Her loft’s proximity to Little Tokyo has allowed her to stay connected to her heritage, and she’s worked on several public artworks for the Japanese American community.
“I’ve got one foot in Little Tokyo — the JA community — and one foot in the Arts District,” she said.
She designed the entryway to the Casa Heiwa public housing project and painted two murals in the Little Tokyo Library. She’s currently working on a memorial to Sue Kunitomi Embrey, an activist and long-time organizer of the Manzanar pilgrimage, in the Japanese Village Plaza.
“[Embrey] is important to the community on a social-political level,” said Uyemura, who wants to create “something beautiful, something memorable” for a woman she greatly admired. But she feels “stuck” on the project, she said, given the uncertainty of today’s politics and the uncertainty of her own living situation.
“Because she’s a woman, because she’s Japanese American, because of the political climate right now, it’s taken on a deeper importance to me. And maybe that’s why I’m getting afraid,” she said.
For the past two years, she’s lived in limbo, wondering if her landlords found a buyer, watching her friends trickle out of the neighborhood one by one.
In the 30 years she’s lived in her building, she’s always felt at home. “I know all my neighbors — upstairs, downstairs, next door,” she said. “We’ve become our little community. We look out for each other.”
She always believed there was something special about the community she found when she first came to the Arts District — the galleries, the cafés, the vast, vacant warehouses that beckoned to young artists willing to live without plumbing, without heat or AC, if it meant they could live among other artists. It’s difficult for her to accept it all could be swept away so easily.
“Maybe what I believed all those years is not going to fly right now. Or maybe it was a very narrow way of looking at things,” she said. “Maybe my universe was too small.”
She called the area’s evolution “an aging process,” a process she sees everywhere — in the Arts District, in Los Angeles, in her own life. “You have to sit back and take a breath and say, ‘Okay — what is this?

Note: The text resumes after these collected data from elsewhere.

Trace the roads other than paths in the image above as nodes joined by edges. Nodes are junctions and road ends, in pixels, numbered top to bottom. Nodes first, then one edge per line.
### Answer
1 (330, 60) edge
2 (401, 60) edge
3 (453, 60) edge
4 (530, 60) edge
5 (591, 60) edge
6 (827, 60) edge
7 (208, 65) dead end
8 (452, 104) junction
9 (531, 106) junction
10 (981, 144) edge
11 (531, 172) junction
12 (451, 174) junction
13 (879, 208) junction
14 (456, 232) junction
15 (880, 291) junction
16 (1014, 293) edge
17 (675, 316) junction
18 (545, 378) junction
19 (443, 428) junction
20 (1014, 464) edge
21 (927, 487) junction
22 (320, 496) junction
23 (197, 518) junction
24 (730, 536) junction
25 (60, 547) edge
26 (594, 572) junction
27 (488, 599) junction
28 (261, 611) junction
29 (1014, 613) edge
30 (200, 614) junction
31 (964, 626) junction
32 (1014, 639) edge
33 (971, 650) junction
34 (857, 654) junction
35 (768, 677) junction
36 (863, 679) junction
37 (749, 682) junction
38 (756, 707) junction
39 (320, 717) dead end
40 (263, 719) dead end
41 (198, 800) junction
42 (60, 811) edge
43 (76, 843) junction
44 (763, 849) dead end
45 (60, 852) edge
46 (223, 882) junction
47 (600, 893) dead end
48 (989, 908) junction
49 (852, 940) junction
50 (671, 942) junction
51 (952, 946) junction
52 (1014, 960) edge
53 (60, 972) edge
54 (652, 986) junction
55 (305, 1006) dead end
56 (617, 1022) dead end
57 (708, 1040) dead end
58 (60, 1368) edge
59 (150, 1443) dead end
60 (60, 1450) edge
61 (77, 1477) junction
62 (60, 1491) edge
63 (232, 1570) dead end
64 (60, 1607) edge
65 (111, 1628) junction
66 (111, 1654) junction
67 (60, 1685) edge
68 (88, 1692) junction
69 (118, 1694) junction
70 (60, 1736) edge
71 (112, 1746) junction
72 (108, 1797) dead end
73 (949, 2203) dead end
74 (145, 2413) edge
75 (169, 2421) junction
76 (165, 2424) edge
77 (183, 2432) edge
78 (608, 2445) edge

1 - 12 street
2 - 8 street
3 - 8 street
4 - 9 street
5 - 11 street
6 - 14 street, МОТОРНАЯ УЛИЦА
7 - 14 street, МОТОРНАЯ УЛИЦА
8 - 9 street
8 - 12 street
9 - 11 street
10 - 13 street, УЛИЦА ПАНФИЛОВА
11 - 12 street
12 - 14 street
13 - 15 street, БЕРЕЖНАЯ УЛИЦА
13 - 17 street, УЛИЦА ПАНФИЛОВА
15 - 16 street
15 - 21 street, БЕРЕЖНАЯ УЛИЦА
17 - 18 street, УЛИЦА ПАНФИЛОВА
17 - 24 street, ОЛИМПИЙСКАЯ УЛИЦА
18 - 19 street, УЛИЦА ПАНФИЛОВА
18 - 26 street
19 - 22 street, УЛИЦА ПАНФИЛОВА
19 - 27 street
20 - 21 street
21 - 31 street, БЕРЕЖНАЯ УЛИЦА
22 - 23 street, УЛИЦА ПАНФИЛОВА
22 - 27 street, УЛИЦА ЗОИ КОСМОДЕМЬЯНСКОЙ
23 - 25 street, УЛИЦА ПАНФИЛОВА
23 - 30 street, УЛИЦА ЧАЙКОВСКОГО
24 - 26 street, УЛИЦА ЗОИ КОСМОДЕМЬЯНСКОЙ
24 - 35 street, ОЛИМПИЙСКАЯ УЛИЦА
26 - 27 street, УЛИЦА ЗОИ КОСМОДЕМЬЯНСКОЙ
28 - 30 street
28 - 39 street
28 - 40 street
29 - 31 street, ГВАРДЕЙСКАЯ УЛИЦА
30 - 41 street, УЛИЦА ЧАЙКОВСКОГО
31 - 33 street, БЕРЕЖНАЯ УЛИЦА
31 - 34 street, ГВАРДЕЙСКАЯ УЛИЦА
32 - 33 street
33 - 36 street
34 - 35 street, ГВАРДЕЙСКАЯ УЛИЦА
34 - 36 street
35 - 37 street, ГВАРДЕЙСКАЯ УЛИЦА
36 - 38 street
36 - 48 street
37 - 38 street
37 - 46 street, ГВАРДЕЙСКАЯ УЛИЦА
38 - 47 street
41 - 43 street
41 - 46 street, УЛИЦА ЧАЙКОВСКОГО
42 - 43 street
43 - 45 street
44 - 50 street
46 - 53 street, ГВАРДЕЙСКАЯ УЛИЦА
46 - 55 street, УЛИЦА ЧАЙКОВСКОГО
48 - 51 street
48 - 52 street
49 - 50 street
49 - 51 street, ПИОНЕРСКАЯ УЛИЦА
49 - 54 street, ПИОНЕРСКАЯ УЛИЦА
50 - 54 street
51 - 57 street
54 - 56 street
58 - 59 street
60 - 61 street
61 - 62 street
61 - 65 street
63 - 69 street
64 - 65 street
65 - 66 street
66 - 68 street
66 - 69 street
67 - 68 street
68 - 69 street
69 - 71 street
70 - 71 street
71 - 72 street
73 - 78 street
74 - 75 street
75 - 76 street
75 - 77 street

How do I fit into this new flow?’”
Uyemura estimates she has a year or two left in the building, but she knows it’s only a matter of time before it’s sold. Tech and music heavyweights are moving in, and Warner Music announced in October it would move its headquarters from Burbank to an old automobile plant on Santa Fe.
Nostalgia beckons, but she tries to resist its call. “You have to be open to change, and not hang on to the old stuff,” she said. “Because otherwise it just hurts your heart.”